Court Opinion

ID: 9455465
Source: CourtListenerOpinion
Date Created: 2023-08-04 19:23:12.663852+00
Date Added: 2024-06-11T17:34:36.661883
License: Public Domain

J. JOSEPH SMITH, Circuit Judge.
Raymond Marquez and Radames Mas appeal from judgments of conviction on trial to the jury in the United States District Court for the Southern District of New York, Walter R. Mansfield, Judge. Marquez and Mas were charged with crossing state borders to further unlawful activity under 18 U.S.C. § 1952, and conspiracy to do the same under 18 U.S.C. § 371. Mas was also charged with interstate transportation of gambling paraphernalia under 18 U.S. C. § 1953. Five other defendants under the indictment were severed before trial. Mas was found to be guilty on all three counts. Marquez was found to be guilty of Count Two, conspiracy only. The jury was unable to agree on Marquez’ substantive count and a mistrial was declared as to that count. Mas was sentenced to three years’ imprisonment and a $5,000 fine on each count, concurrently. Marquez was sentenced to five years’ imprisonment and a $10,000 fine. We find no error and affirm the judgments.

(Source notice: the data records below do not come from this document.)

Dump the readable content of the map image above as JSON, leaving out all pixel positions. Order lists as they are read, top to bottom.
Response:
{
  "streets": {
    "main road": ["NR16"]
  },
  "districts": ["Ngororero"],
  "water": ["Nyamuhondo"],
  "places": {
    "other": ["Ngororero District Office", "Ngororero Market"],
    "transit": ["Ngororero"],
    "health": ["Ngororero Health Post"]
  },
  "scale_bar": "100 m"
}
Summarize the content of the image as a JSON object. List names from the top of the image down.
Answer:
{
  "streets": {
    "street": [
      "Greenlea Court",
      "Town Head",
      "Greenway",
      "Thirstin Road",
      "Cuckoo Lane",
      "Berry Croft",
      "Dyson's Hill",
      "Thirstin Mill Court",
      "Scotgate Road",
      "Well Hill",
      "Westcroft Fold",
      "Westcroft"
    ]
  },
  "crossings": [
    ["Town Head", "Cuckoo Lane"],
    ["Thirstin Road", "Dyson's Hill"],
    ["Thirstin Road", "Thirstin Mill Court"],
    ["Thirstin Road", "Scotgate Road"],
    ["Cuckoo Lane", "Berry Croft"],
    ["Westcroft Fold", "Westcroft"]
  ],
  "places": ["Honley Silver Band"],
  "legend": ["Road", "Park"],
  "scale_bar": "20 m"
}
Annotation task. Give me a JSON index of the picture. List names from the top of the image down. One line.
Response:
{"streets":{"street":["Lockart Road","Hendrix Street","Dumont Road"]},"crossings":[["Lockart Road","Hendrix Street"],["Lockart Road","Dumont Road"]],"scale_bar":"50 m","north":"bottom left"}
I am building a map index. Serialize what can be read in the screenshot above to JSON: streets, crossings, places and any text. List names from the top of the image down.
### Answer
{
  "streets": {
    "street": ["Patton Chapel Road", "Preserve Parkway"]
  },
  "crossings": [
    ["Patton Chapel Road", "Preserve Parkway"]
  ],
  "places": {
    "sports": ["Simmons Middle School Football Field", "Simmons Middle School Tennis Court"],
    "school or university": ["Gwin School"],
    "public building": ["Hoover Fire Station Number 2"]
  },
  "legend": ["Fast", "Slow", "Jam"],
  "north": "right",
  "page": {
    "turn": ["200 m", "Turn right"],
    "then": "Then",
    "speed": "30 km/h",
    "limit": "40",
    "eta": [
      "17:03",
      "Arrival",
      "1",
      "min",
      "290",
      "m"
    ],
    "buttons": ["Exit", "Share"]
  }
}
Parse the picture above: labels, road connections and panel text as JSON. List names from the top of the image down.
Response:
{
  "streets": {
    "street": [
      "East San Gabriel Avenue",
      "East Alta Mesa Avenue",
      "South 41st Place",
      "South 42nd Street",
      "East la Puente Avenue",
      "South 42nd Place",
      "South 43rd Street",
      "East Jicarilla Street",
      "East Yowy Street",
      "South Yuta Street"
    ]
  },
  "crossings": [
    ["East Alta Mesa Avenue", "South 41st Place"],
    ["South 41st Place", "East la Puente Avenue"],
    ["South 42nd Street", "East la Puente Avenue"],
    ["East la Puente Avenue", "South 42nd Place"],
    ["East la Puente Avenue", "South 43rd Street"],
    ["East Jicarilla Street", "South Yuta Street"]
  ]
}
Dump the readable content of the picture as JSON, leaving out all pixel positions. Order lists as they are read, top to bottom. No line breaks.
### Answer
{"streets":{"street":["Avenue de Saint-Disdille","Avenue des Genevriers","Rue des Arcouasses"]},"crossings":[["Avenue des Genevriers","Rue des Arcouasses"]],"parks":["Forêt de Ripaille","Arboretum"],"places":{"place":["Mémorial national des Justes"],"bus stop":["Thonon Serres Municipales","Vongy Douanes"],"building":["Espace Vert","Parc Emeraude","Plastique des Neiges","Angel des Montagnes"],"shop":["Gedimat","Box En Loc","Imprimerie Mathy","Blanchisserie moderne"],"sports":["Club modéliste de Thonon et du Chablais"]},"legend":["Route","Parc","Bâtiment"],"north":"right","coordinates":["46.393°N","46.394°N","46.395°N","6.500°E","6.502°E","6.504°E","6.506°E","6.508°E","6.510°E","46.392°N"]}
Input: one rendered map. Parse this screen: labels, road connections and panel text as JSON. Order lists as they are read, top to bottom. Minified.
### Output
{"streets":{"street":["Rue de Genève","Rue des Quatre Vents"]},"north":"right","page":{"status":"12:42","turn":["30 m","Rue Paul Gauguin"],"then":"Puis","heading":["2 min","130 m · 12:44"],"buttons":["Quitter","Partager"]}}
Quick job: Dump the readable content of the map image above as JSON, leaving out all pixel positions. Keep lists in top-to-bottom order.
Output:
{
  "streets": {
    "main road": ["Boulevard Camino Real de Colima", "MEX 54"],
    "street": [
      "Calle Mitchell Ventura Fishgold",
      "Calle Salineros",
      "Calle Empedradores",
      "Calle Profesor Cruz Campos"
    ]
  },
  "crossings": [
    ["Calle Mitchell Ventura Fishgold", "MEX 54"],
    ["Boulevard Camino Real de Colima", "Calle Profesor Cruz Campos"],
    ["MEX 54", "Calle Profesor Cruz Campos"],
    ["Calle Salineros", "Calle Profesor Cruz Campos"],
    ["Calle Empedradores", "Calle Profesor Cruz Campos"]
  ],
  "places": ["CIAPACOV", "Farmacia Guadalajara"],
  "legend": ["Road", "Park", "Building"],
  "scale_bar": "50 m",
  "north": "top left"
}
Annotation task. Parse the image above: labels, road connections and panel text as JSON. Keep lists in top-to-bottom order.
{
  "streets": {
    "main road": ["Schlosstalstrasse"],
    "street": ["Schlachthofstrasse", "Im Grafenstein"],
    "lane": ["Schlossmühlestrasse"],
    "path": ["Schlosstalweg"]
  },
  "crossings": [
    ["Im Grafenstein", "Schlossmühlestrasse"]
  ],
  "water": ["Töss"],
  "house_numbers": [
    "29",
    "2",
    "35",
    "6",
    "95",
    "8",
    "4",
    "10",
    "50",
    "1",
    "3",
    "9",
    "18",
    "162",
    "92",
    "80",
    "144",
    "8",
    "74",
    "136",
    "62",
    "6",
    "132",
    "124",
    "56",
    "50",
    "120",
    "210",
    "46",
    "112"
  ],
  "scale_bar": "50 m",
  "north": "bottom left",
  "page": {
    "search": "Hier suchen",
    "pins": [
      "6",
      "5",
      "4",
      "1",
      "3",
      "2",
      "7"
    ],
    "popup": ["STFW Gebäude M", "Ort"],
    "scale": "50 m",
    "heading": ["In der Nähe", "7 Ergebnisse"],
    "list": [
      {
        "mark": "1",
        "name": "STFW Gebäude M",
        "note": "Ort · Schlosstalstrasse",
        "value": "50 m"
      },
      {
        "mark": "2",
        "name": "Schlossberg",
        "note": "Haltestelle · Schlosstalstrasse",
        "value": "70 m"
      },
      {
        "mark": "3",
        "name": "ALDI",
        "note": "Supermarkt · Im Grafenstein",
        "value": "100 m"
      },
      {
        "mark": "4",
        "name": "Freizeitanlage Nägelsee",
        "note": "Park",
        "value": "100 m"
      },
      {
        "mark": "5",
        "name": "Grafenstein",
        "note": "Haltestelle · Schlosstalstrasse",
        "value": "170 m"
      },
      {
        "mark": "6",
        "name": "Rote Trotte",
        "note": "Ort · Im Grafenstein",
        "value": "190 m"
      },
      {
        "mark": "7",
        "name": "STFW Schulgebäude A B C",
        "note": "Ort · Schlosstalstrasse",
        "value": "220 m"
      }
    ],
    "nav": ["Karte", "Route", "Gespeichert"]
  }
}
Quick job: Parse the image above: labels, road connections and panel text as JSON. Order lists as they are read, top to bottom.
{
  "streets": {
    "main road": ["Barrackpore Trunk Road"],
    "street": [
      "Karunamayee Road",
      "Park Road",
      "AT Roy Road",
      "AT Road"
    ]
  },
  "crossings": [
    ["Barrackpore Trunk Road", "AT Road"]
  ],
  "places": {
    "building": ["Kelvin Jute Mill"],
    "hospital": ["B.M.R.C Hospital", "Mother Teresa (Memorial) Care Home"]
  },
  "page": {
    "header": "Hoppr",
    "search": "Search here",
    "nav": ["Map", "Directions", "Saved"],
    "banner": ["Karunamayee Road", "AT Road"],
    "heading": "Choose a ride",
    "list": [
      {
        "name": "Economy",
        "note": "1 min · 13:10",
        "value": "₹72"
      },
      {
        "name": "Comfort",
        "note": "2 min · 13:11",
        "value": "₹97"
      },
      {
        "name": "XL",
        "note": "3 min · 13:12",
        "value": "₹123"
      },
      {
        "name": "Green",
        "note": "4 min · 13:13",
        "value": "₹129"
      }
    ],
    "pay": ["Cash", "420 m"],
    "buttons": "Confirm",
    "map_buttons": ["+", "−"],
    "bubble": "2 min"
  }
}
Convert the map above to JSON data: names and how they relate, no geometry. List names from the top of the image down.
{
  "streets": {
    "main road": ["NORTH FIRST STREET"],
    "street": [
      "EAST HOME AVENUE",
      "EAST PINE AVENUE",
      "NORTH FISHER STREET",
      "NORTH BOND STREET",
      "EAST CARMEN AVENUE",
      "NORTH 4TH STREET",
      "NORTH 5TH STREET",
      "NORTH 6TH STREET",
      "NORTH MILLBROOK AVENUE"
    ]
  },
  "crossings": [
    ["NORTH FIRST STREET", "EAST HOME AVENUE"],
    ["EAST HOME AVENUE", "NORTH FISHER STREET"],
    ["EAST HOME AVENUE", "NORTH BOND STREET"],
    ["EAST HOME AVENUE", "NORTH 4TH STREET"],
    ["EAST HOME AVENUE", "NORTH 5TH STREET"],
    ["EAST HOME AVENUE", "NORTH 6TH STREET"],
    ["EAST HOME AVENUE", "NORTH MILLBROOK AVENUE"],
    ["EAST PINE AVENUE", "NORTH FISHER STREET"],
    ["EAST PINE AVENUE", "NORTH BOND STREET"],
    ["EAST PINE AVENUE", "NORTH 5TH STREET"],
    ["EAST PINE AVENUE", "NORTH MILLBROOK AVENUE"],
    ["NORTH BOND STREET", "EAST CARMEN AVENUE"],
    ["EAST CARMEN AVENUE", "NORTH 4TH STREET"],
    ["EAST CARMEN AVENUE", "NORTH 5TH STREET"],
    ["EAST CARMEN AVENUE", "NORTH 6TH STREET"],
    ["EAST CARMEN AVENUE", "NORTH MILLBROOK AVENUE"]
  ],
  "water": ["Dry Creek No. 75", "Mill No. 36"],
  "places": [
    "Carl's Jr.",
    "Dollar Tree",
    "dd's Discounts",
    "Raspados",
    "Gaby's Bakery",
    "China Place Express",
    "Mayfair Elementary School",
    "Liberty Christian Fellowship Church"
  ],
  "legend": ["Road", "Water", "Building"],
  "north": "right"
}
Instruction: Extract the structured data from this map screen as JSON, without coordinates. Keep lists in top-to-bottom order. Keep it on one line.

The evidence tended to show a complex numbers racket operating out of the Sky Club in New York City. Mas was a New Jersey resident who was found to have kept a control sheet and other gambling materials in his New Jersey home. He was arrested on September 3, 1968 on the New York side of the George Washington Bridge; he was carrying gambling records, an address book, and $12,800 cash. His home was searched the same day yielding a suitcase full of gambling materials, the control sheet, and a letter which became known as the “Firpo letter.” Mas had been seen on numerous occasions near the Sky Club, often together with Marquez. Marquez was arrested in his car in New York on May 14, 1969 and a bag on the seat between him and a compatriot, Marcone, was found to contain money and gambling slips resembling in many aspects those seized from Mas’ home.
Appellants argue that on the conspiracy counts it was error to admit materials seized at Marquez’ arrest, since the federal conspiracy arguably had ended eight months previously at the time of Mas’ arrest. They argue that the only evidence of any interstate travel was that by Mas, and this ended at his arrest. Thus, they contend the federal conspiracy to travel across state borders to promote gambling must have ended when the interstate travel ended. We do not agree. Even if the conspiracy ended with the cessation of interstate travel, acts of conspirators after the conspiracy may be used to show the fact of the illegal association (as opposed to hearsay declarations of a co-conspirator after the end of the conspiracy). United States v. Bennett, 409 F.2d 888 (2d Cir.), cert. denied sub nom. Haywood v. United States, 396 U.S. 852, 90 S.Ct. *239113, 24 L.Ed.2d 101 (1969), and Jessup v. United States, 396 U.S. 853, 90 S.Ct. 117, 24 L.Ed.2d 101 (1969); see United States v. Ragland, 375 F.2d 471, 477 (2d Cir. 1967), cert. denied, 390 U.S. 925, 88 S.Ct. 860, 19 L.Ed.2d 987 (1968). Here, the items seized from Marquez at the time of the arrest were not hearsay declarations, were probative as to the existence of the allegedly prior conspiracy, and were thus admissible to show the existence of the conspiracy, even if it had already terminated. In any event, it is not clear that Mas’ arrest ended the conspiracy. See Bennett, supra. It may also be noted that the substantive crime, section 1952, contemplates interstate travel followed by acts in violation of state law.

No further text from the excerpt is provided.